Complex tools with many parameters or behaviors need more documentation. Simple tools need less. This dimension scales expectations accordingly.

Parameters4/5

Does the description clarify parameter syntax, constraints, interactions, or defaults beyond what the schema provides?

With 0% schema description coverage, the description compensates by explaining all 3 parameters in the Args section. It clarifies that 'user_google_email' is required and identifies the user, 'form_id' identifies which form to retrieve, and the Returns section explains what data will be returned. This adds significant value beyond the bare schema.

Input schemas describe structure but not intent. Descriptions should explain non-obvious parameter relationships and valid value ranges.

Purpose3/5

Does the description clearly state what the tool does and how it differs from similar tools?

The description states the tool 'Get a form' which is a clear verb+resource combination, but it's quite generic and doesn't differentiate from sibling tools like 'get_form_response' or 'list_form_responses'. It specifies what information is returned, which adds some specificity beyond just the name.

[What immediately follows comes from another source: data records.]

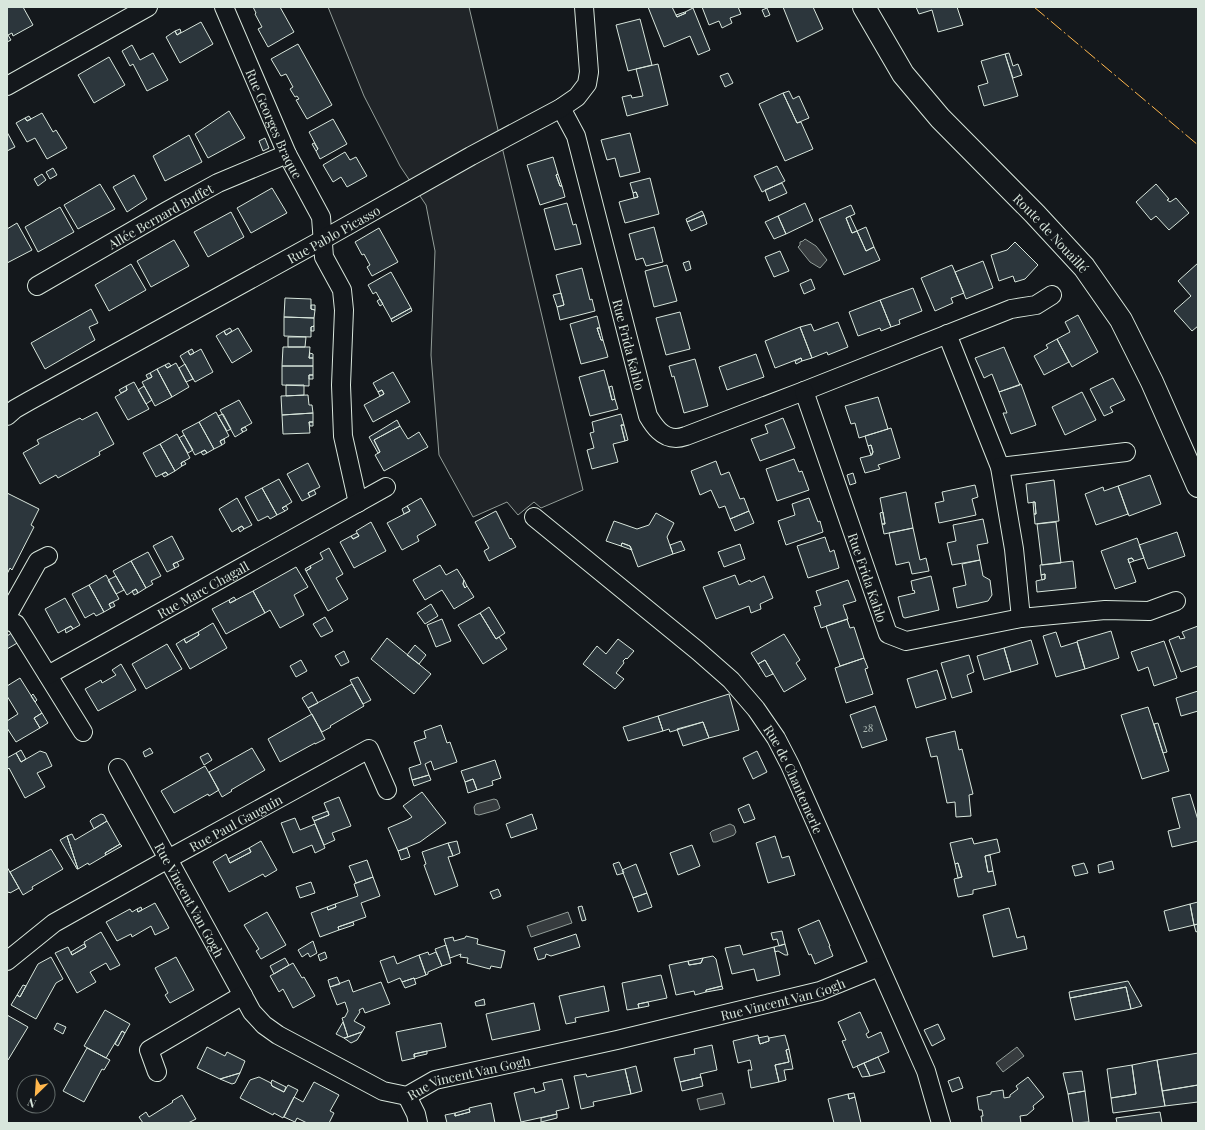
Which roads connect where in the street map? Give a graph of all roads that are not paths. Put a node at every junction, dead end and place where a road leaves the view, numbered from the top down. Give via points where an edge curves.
1 (148, 7) edge
2 (224, 7) edge
3 (584, 7) edge
4 (864, 7) edge
5 (7, 86) edge
6 (561, 108) junction
7 (287, 154) junction
8 (322, 240) junction
9 (37, 286) dead end
10 (1052, 295) dead end
11 (947, 334) junction
12 (804, 391) junction
13 (7, 416) edge
14 (1126, 452) dead end
15 (1000, 467) junction
16 (1198, 486) edge
17 (386, 487) dead end
18 (358, 503) junction
19 (534, 517) dead end
20 (48, 556) dead end
21 (1176, 601) dead end
22 (7, 616) edge
23 (1020, 618) junction
24 (7, 620) edge
25 (48, 675) junction
26 (83, 732) dead end
27 (118, 768) dead end
28 (387, 790) dead end
29 (168, 858) junction
30 (7, 961) edge
31 (879, 967) junction
32 (243, 995) junction
33 (157, 1072) dead end
34 (407, 1096) junction
35 (418, 1123) edge
36 (941, 1123) edge

1 - 5 street
2 - 7 street, Rue Georges Braque
3 - 6 street, Rue Pablo Picasso via 589,72 587,84 577,97
4 - 16 street, Route de Nouaillé via 903,74 940,118 1084,267 1121,320 1152,382
6 - 8 street, Rue Pablo Picasso
6 - 12 street, Rue Frida Kahlo via 576,136 648,416 655,428 676,438 686,436
7 - 8 street, Rue Georges Braque via 321,216
7 - 9 street, Allée Bernard Buffet via 218,183
8 - 13 street, Rue Pablo Picasso via 15,409
8 - 18 street via 324,257 342,290 343,436
10 - 11 street, Rue Frida Kahlo via 1036,305 1011,310
11 - 12 street, Rue Frida Kahlo
11 - 15 street
12 - 23 street, Rue Frida Kahlo via 888,634 906,641
14 - 15 street
15 - 23 street via 1014,549
17 - 18 street, Rue Marc Chagall
18 - 25 street, Rue Marc Chagall
19 - 31 street, Rue de Chantemerle via 731,680 756,709 776,738 790,765
20 - 22 street via 38,561
21 - 23 street, Rue Frida Kahlo via 1149,611 1105,610
24 - 25 street via 16,624
25 - 26 street
27 - 29 street, Rue Vincent Van Gogh
28 - 29 street, Rue Paul Gauguin via 369,749
29 - 30 street, Rue Paul Gauguin via 54,923
29 - 32 street, Rue Vincent Van Gogh
31 - 34 street, Rue Vincent Van Gogh via 820,991 617,1040 435,1080
31 - 36 street, Rue de Chantemerle via 926,1071
32 - 33 street via 149,1050
32 - 34 street, Rue Vincent Van Gogh via 252,1012 278,1035 383,1090
34 - 35 street

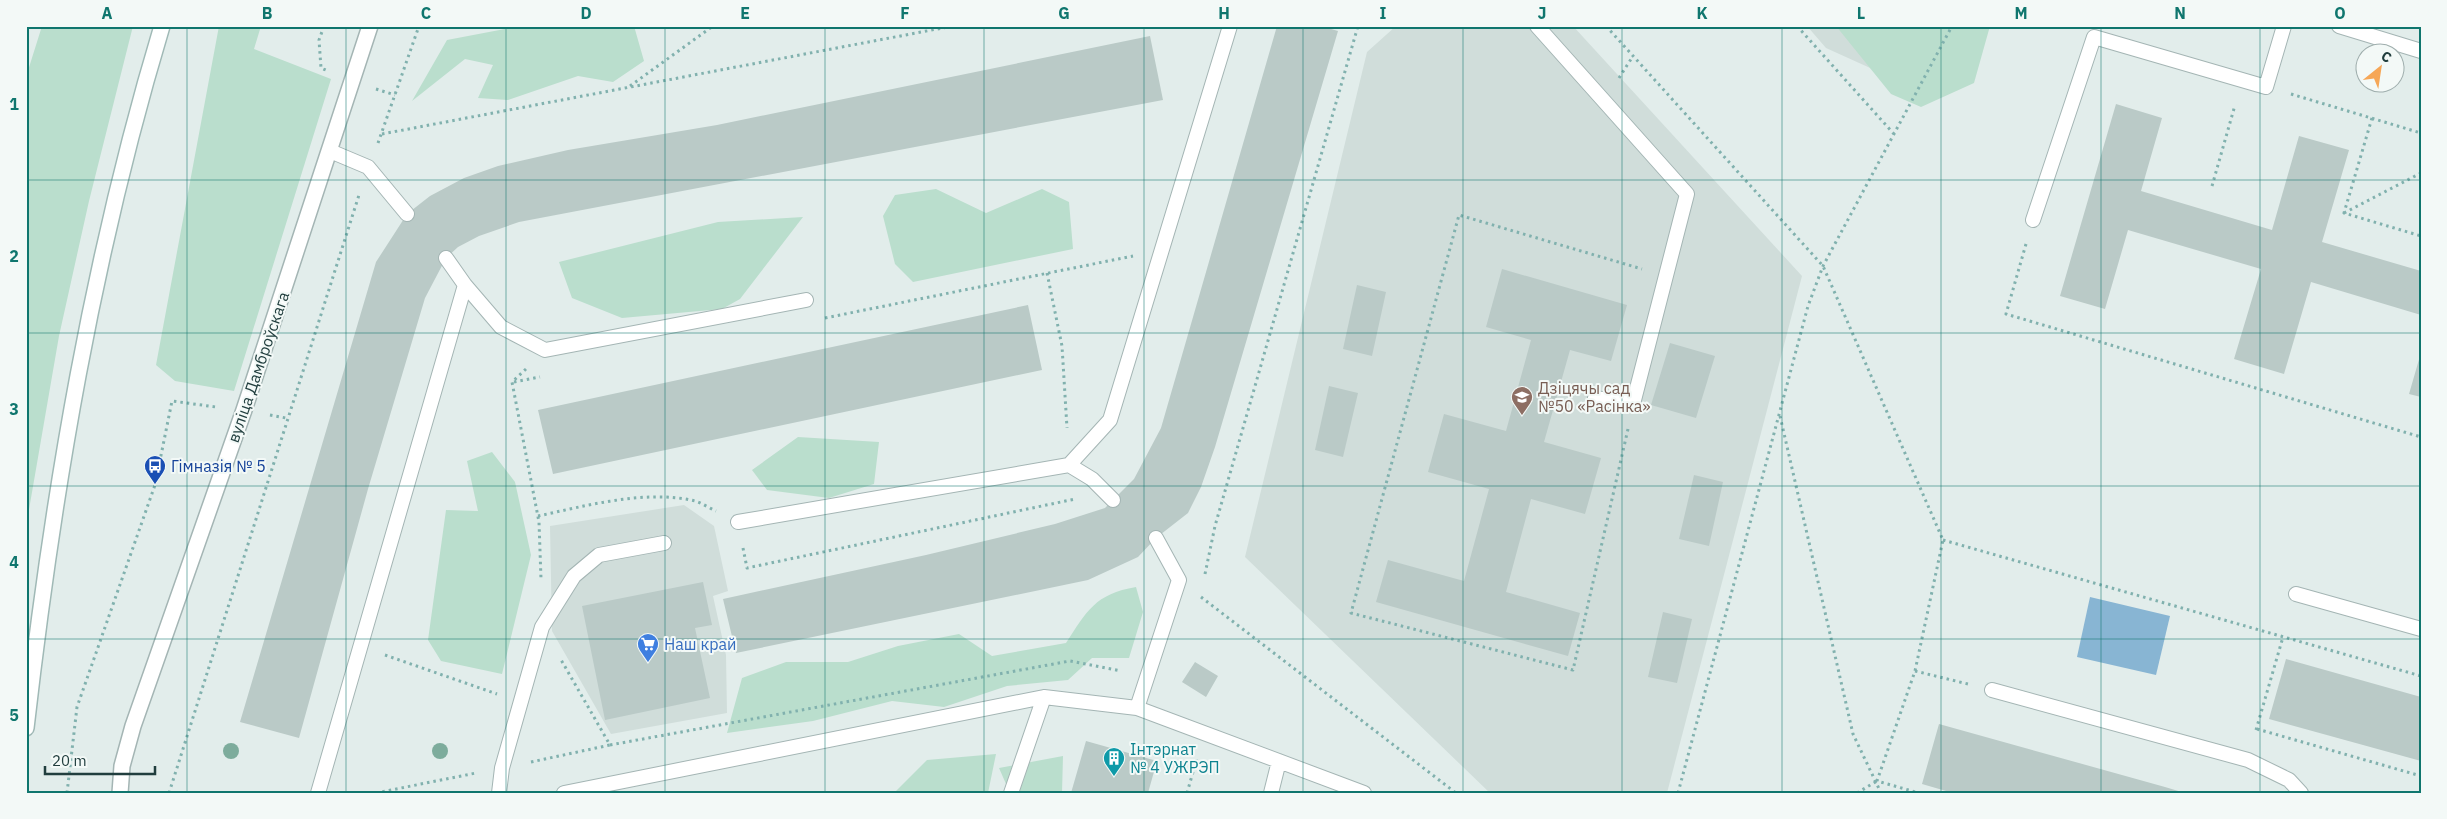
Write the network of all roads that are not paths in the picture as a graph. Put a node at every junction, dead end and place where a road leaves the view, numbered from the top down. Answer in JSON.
{"nodes":[{"id":1,"x":162,"y":26,"type":"edge"},
{"id":2,"x":370,"y":26,"type":"edge"},
{"id":3,"x":1230,"y":26,"type":"edge"},
{"id":4,"x":1537,"y":26,"type":"edge"},
{"id":5,"x":2284,"y":26,"type":"edge"},
{"id":6,"x":2339,"y":26,"type":"edge"},
{"id":7,"x":2421,"y":52,"type":"edge"},
{"id":8,"x":330,"y":151,"type":"junction"},
{"id":9,"x":407,"y":214,"type":"dead end"},
{"id":10,"x":2033,"y":220,"type":"road end"},
{"id":11,"x":446,"y":258,"type":"dead end"},
{"id":12,"x":465,"y":285,"type":"junction"},
{"id":13,"x":806,"y":300,"type":"dead end"},
{"id":14,"x":1594,"y":398,"type":"dead end"},
{"id":15,"x":1069,"y":466,"type":"junction"},
{"id":16,"x":1113,"y":500,"type":"dead end"},
{"id":17,"x":738,"y":522,"type":"road end"},
{"id":18,"x":1156,"y":538,"type":"dead end"},
{"id":19,"x":664,"y":543,"type":"dead end"},
{"id":20,"x":2296,"y":594,"type":"dead end"},
{"id":21,"x":2421,"y":629,"type":"edge"},
{"id":22,"x":1992,"y":690,"type":"road end"},
{"id":23,"x":1044,"y":697,"type":"junction"},
{"id":24,"x":1137,"y":708,"type":"junction"},
{"id":25,"x":26,"y":728,"type":"edge"},
{"id":26,"x":1280,"y":761,"type":"junction"},
{"id":27,"x":120,"y":793,"type":"edge"},
{"id":28,"x":318,"y":793,"type":"edge"},
{"id":29,"x":498,"y":793,"type":"edge"},
{"id":30,"x":564,"y":793,"type":"edge"},
{"id":31,"x":1011,"y":793,"type":"edge"},
{"id":32,"x":1271,"y":793,"type":"edge"},
{"id":33,"x":1364,"y":793,"type":"edge"},
{"id":34,"x":2301,"y":793,"type":"edge"}],
"edges":[{"from":1,"to":25,"type":"street"},
{"from":2,"to":8,"type":"street","name":"вуліца Дамброўскага"},
{"from":3,"to":15,"type":"lane"},
{"from":4,"to":14,"type":"lane"},
{"from":5,"to":10,"type":"lane"},
{"from":6,"to":7,"type":"lane"},
{"from":8,"to":9,"type":"lane"},
{"from":8,"to":27,"type":"street","name":"вуліца Дамброўскага"},
{"from":11,"to":12,"type":"lane"},
{"from":12,"to":13,"type":"lane"},
{"from":12,"to":28,"type":"lane"},
{"from":15,"to":16,"type":"lane"},
{"from":15,"to":17,"type":"lane"},
{"from":18,"to":24,"type":"lane"},
{"from":19,"to":29,"type":"lane"},
{"from":20,"to":21,"type":"lane"},
{"from":22,"to":34,"type":"lane"},
{"from":23,"to":24,"type":"lane"},
{"from":23,"to":30,"type":"lane"},
{"from":23,"to":31,"type":"lane"},
{"from":24,"to":26,"type":"lane"},
{"from":26,"to":32,"type":"lane"},
{"from":26,"to":33,"type":"lane"}]}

Agents choose between tools based on descriptions. A clear purpose with a specific verb and resource helps agents select the right tool.

Usage Guidelines2/5

Does the description explain when to use this tool, when not to, or what alternatives exist?

No guidance is provided about when to use this tool versus alternatives like 'list_form_responses' or 'get_form_response'. The description only states what the tool does, not when it's appropriate or what distinguishes it from similar tools in the same server.

Agents often have multiple tools that could apply. Explicit usage guidance like "use X instead of Y when Z" prevents misuse.